Numerical Methods - Newton Raphson

[hotvette]

The following 2 page example illustrates the use of the Newton-Raphson technique for solving for roots of functions. Examples included:

1. Function in a single variable
2. System of non-linear equations

[Pseudo Statistic]

Nicely formatted.... great examples too; interesting to finally find something on its use with non-linear systems. :)
Thanks!

[hotvette]

Thanks for the nice comments. My objective is to make things clear, concise, and practical. I need to see examples to understand things, so I figured others do also.:cool:

[manojsoni]

what is newton raphson method for multiple roots ?

[Moridin]

Use a different initial value.

[AlephZero]

Use a different initial value.

Newton-Raphson is a poor method for multiple roots, even if it works at all.

Example: Solve f(x) = 0 where f(x) = x^2. Obviously there is a double root at x = 0.

From a starting point of x_0 = a, the next iteration is

x_1 = a - a^2/(2a) = a/2.

Successive iterations give a/2, a/4, a/8 ... which is not quadratic convergence.

They good way to solve double roots is use a function minimization method. Minimization methods "know" that at the minimum the function gradient is zero.

(But I haven't time to write a tutorial about that).

[Hootenanny]

Just a note to remind posters that this is not the place to post questions. They should be lodged in the appropriate forum.

[Astronuc]

what is newton raphson method for multiple roots ? When I was an undergrad taking numerical analysis, one of the assignments was to write a program to find roots using the NR method. It started with a guess as to where the roots might be located and the algorithm would march along the independent variable until the sign changed. Then one solved in that interval with the algorithm shown in attachment in the OP.

[Johan de Vries]

Division using Newton-Raphson. :smile:

We want to compute 1/y for some number y. This amounts to solving the equation:


\begin{equation*}
\frac{1}{x} - y = 0
\end{equation}


for x. If we do that using Newton-Raphson, we get:


\begin{equation*}
x_{n+1} = 2x_{n} - x_{n}^{2}y
\end{equation}


This is indeed a true division algorithm as it doesn't contain any divisions. Also, due to quadratic convergence, you double the number of significant digits at each step. Long division will only yield one significant digit per step.

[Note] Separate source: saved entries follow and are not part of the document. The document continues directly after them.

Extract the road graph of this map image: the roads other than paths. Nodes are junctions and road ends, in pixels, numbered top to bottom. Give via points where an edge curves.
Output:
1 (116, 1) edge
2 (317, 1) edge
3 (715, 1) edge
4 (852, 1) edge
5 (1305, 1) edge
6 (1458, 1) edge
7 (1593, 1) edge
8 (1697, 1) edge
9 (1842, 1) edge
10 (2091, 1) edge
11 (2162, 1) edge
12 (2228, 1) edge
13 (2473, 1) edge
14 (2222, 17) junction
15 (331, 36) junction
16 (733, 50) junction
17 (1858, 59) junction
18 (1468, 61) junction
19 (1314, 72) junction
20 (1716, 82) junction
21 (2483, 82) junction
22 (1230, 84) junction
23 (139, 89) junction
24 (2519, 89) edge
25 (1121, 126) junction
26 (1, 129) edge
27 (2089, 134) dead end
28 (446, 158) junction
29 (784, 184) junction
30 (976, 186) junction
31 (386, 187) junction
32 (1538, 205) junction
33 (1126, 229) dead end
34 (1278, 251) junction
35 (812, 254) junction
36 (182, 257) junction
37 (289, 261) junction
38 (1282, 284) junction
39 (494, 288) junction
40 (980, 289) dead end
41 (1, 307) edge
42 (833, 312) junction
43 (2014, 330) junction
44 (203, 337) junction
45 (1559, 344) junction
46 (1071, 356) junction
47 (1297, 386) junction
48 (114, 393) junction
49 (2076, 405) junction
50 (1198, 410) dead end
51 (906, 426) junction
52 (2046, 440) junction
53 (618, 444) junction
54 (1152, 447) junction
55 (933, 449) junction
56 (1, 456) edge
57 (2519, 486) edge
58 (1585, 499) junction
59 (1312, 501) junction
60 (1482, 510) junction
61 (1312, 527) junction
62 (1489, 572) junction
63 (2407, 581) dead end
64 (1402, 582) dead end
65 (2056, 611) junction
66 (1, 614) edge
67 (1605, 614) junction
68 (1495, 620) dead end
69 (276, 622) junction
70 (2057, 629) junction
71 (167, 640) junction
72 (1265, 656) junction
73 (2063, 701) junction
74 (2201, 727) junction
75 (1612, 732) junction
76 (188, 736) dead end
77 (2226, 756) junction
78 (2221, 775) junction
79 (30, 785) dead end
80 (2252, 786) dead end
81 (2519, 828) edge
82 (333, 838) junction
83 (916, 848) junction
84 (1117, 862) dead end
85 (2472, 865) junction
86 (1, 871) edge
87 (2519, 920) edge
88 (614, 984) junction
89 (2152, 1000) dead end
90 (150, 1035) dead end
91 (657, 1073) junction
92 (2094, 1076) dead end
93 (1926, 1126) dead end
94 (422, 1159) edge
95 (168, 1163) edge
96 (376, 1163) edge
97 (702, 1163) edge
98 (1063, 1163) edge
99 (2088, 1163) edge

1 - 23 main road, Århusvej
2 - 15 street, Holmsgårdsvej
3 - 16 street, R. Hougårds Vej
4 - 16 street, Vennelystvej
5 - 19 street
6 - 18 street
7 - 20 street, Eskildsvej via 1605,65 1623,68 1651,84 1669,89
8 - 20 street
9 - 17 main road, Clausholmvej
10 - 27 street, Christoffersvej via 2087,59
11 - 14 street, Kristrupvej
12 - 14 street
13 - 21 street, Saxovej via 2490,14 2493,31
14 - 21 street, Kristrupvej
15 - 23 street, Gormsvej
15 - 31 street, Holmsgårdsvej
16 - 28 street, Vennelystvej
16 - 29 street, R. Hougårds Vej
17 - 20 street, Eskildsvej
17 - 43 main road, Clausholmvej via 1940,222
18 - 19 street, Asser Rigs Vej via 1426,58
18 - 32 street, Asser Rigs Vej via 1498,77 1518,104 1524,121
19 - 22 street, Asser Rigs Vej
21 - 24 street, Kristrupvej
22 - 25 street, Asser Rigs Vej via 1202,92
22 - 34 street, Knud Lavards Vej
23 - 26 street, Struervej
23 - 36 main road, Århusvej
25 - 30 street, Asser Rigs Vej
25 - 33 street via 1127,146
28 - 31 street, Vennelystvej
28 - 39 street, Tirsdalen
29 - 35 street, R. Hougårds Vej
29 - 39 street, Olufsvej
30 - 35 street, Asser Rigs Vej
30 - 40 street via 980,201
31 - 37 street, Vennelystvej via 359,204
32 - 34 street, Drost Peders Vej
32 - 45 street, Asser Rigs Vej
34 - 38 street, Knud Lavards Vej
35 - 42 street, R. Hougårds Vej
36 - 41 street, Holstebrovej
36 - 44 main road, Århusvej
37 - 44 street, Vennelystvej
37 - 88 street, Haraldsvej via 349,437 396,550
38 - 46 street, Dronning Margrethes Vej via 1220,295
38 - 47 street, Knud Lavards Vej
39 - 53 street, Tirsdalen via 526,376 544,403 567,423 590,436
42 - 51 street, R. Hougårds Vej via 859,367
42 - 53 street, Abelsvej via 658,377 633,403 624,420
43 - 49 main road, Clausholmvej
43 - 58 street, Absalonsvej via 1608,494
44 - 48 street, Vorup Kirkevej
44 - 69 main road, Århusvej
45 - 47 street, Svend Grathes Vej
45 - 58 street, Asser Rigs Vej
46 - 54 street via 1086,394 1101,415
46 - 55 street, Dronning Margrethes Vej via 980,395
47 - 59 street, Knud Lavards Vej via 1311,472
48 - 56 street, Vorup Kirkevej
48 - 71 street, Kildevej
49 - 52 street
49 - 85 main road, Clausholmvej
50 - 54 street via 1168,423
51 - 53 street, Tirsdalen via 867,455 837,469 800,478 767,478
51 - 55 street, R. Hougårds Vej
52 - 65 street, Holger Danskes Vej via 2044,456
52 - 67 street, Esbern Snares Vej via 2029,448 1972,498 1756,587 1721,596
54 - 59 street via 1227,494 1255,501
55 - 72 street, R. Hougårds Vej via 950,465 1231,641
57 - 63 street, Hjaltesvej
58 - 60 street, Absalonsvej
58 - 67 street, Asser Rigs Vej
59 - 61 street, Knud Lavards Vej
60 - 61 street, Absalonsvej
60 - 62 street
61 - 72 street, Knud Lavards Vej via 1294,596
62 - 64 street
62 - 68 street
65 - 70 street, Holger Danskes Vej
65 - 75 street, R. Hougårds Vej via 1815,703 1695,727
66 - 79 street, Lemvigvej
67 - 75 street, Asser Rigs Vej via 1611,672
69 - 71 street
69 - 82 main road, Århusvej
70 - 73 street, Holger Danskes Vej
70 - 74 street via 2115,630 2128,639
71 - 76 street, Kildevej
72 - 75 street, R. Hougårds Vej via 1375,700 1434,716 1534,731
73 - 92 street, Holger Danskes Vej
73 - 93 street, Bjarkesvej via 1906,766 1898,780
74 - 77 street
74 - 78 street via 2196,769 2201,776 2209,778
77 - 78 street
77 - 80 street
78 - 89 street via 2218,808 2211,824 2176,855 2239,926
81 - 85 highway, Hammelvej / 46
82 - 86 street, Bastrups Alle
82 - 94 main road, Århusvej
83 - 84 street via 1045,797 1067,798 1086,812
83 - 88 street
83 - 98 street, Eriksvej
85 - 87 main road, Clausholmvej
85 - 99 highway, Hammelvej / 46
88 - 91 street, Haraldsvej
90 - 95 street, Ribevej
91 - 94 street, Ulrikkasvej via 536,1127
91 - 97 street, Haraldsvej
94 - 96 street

The above algorithm can also be used to compute the Taylor series of a function 1/f(x) if the Taylor series of f(x) is known. You just take P_{0}(x) to be the first term of the expansion, e.g. if f(0) is nonzero then
P_{0}=1/f(0) and you iterate using the algorithm:


\begin{equation*}
P_{n+1}(x) = 2P_{n}(x) - P_{n}(x)^{2}f(x)
\end{equation}


At each step the number of correct terms will double, so P_{n}(x) will contain the first 2^{n} terms of the series expansion of 1/f(x). Note that this means that the term P_{n}(x)^{2}f(x) has to be computed to order \mathcal{O}\left(x^{2^{n+1}-1}\right).

So, computing the first billion terms of 1/f(x) only requires 30 iterations :smile: But we can do much more than computing reciprocals. Computing the series expansion of \log(f(x)) is almost as easy as computing the reciprocal of f(x) as all you have to do is integrate f'(x)/f(x) term by term. And using this algorithm for \log(f(x)) you can also compute \exp\left(f(x)\right) using Newton-Raphson to solve for that function that yields f(x) after taking the logarithm using Newton-Raphson and the algorithm for computing the logarithm of a series expansion.

Since a large class of functions can be expressed in terms of logarithms and exponentials, the series expansion of pretty much any awkward function can be computed this way.